Whenever the word "Toselli" shows up in a line of the data, copy that line.

*** Opening of Source information ***

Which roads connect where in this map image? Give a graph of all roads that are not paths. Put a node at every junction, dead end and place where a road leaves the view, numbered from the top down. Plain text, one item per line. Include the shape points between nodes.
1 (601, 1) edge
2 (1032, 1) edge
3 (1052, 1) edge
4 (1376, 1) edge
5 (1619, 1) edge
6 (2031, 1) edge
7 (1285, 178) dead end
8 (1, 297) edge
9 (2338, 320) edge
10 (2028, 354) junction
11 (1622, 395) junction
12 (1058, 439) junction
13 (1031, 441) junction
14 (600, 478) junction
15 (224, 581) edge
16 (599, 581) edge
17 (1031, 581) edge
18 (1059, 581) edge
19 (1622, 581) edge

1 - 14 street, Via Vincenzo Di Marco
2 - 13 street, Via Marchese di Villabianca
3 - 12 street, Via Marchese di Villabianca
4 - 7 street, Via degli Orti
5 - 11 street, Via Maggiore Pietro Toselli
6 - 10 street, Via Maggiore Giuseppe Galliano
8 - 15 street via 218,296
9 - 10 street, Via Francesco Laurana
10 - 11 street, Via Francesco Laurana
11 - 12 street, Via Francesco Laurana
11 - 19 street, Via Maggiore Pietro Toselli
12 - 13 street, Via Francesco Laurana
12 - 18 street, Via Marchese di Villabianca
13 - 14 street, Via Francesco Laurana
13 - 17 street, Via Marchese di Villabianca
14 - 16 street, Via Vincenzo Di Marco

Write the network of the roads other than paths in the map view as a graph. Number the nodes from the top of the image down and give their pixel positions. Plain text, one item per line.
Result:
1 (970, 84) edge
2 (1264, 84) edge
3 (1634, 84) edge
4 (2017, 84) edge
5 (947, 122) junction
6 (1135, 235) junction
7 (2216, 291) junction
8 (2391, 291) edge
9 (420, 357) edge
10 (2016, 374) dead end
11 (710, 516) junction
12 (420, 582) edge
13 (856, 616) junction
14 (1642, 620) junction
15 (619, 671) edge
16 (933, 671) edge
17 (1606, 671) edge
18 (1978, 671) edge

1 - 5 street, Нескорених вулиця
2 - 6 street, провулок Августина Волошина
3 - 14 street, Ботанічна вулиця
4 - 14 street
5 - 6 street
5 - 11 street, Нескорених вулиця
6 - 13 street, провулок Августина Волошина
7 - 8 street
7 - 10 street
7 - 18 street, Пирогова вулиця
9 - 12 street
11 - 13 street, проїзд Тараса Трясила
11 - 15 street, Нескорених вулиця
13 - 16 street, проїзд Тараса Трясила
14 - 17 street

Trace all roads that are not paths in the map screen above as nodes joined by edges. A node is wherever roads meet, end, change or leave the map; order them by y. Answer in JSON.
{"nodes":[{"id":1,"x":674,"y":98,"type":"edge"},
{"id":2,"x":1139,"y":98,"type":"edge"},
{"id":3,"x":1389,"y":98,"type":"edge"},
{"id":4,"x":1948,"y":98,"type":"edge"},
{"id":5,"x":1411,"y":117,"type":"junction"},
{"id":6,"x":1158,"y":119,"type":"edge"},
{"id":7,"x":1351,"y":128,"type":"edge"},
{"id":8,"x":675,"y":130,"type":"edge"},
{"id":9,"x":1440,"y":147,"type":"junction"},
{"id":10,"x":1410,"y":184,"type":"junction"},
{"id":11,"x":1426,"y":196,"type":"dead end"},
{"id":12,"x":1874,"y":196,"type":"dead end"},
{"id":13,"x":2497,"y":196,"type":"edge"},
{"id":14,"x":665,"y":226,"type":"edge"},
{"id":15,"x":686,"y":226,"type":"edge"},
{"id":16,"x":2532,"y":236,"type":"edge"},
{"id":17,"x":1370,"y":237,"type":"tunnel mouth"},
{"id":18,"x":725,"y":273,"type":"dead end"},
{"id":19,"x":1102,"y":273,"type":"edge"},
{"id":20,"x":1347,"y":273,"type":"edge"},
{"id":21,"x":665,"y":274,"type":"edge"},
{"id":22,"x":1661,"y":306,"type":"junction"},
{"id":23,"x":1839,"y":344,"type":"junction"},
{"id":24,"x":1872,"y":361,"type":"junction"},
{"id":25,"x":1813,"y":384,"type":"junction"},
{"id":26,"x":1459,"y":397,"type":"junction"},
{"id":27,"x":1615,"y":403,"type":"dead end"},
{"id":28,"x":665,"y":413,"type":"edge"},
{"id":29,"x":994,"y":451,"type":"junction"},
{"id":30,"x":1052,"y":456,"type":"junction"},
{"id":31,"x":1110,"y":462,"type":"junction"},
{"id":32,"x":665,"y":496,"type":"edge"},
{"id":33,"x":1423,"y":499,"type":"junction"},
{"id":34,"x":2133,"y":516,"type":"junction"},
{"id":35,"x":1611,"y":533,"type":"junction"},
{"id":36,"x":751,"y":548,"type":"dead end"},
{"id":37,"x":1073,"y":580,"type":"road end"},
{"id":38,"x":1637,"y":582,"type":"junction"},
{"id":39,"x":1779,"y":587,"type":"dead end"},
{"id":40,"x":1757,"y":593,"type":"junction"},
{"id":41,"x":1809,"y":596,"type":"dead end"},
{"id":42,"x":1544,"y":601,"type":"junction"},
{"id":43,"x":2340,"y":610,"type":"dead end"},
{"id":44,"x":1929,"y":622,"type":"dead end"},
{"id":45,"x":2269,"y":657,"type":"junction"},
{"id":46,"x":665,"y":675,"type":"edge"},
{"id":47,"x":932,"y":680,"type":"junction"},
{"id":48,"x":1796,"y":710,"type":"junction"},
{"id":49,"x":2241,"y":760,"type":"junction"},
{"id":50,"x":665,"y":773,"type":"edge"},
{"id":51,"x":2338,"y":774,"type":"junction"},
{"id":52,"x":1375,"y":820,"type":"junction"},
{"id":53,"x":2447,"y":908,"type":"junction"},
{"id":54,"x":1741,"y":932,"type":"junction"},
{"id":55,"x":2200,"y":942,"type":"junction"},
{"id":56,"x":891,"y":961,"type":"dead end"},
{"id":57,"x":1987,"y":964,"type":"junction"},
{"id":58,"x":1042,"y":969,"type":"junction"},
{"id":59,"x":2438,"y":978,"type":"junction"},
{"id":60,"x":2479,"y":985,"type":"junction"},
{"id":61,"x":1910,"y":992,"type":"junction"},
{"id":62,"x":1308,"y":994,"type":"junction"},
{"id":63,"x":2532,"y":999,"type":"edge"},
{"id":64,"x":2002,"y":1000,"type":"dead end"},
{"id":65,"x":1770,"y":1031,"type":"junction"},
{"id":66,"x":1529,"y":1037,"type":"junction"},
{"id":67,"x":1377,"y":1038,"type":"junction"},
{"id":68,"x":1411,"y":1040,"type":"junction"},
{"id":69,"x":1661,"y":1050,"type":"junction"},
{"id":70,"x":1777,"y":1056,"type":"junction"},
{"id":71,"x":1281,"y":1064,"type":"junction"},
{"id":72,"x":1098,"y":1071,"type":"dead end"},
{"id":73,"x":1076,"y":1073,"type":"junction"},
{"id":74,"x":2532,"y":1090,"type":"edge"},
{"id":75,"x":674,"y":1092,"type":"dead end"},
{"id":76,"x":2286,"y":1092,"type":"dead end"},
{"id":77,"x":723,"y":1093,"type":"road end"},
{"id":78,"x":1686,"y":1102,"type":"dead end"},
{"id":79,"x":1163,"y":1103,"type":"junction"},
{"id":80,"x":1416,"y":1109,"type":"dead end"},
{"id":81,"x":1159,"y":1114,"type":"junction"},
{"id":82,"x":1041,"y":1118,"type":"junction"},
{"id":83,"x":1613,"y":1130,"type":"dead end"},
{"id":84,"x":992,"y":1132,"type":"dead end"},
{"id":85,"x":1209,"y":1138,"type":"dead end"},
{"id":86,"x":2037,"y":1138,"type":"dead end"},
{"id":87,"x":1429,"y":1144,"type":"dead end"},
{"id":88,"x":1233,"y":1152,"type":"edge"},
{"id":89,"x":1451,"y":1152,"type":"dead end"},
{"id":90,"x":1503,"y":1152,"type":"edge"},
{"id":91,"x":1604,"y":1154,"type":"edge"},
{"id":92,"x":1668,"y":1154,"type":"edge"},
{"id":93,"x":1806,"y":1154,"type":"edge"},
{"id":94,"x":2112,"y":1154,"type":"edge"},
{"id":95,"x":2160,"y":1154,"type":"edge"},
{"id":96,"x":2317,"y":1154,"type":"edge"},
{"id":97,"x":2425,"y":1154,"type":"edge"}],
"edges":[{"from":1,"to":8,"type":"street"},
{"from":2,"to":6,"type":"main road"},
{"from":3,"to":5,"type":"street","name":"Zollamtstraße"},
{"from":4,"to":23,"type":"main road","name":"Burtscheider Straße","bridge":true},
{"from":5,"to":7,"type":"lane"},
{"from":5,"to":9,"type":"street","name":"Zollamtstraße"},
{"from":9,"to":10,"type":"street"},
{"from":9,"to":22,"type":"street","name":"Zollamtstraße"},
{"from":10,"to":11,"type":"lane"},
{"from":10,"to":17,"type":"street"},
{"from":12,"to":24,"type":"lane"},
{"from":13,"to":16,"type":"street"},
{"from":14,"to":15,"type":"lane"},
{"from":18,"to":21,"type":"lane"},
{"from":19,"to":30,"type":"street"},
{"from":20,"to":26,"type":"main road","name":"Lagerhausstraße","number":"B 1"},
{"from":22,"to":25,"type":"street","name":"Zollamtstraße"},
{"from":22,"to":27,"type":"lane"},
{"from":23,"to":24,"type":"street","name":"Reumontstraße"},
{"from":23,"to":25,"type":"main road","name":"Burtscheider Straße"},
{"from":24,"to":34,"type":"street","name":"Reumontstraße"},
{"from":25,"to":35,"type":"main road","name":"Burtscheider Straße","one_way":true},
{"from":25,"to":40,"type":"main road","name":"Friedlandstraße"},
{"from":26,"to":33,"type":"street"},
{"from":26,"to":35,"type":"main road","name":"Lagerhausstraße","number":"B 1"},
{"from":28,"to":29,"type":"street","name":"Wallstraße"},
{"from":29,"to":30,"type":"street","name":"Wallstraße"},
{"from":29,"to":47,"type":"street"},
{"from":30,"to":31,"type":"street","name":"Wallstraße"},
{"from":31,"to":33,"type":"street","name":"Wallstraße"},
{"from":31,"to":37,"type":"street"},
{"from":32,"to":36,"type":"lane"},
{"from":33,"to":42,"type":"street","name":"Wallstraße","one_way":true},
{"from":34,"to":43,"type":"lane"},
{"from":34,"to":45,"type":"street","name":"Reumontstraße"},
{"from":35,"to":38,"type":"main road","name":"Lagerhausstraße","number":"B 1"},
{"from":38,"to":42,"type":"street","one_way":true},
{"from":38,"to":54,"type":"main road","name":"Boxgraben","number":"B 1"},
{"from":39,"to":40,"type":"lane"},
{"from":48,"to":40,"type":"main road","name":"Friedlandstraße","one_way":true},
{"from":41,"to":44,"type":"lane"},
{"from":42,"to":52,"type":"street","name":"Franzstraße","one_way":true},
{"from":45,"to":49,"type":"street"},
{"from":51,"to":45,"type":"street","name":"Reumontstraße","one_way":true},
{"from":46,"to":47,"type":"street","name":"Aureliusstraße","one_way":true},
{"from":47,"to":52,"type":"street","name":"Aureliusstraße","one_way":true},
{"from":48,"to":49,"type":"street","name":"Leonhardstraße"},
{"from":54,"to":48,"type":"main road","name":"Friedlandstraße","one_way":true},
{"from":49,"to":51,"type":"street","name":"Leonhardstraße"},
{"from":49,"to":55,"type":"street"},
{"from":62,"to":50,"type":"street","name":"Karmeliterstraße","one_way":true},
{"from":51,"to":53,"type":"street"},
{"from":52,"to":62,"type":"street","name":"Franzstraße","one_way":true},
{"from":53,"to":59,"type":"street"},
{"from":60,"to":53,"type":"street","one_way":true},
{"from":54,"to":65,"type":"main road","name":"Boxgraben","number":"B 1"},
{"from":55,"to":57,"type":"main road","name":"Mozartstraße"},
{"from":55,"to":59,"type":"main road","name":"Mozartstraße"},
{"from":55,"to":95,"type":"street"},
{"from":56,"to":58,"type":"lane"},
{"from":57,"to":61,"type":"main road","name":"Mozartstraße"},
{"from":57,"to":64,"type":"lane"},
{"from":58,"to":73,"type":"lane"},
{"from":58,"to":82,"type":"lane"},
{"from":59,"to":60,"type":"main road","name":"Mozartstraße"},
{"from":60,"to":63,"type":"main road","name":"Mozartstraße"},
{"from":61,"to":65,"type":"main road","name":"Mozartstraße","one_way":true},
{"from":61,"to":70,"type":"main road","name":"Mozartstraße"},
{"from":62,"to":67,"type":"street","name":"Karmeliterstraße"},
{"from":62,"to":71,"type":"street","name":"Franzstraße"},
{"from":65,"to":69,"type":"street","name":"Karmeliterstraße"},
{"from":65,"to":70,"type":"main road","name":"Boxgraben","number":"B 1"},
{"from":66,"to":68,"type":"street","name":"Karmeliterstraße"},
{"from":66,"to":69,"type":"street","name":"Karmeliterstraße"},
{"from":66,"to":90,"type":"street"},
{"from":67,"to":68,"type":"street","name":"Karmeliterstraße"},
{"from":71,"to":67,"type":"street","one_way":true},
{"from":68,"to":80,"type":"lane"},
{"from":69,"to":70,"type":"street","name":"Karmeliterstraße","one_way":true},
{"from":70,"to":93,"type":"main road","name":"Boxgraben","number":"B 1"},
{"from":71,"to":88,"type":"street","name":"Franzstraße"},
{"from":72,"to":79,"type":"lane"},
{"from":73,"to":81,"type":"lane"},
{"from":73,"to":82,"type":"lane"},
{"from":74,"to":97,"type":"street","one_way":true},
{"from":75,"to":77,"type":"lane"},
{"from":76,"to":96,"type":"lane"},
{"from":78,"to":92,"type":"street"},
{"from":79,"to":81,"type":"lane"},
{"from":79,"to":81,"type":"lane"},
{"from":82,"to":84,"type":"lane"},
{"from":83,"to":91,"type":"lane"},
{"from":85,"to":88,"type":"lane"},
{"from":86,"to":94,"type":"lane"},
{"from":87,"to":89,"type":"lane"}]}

*** Close of Source information ***

Answer box.
5 - 11 street, Via Maggiore Pietro Toselli
11 - 19 street, Via Maggiore Pietro Toselli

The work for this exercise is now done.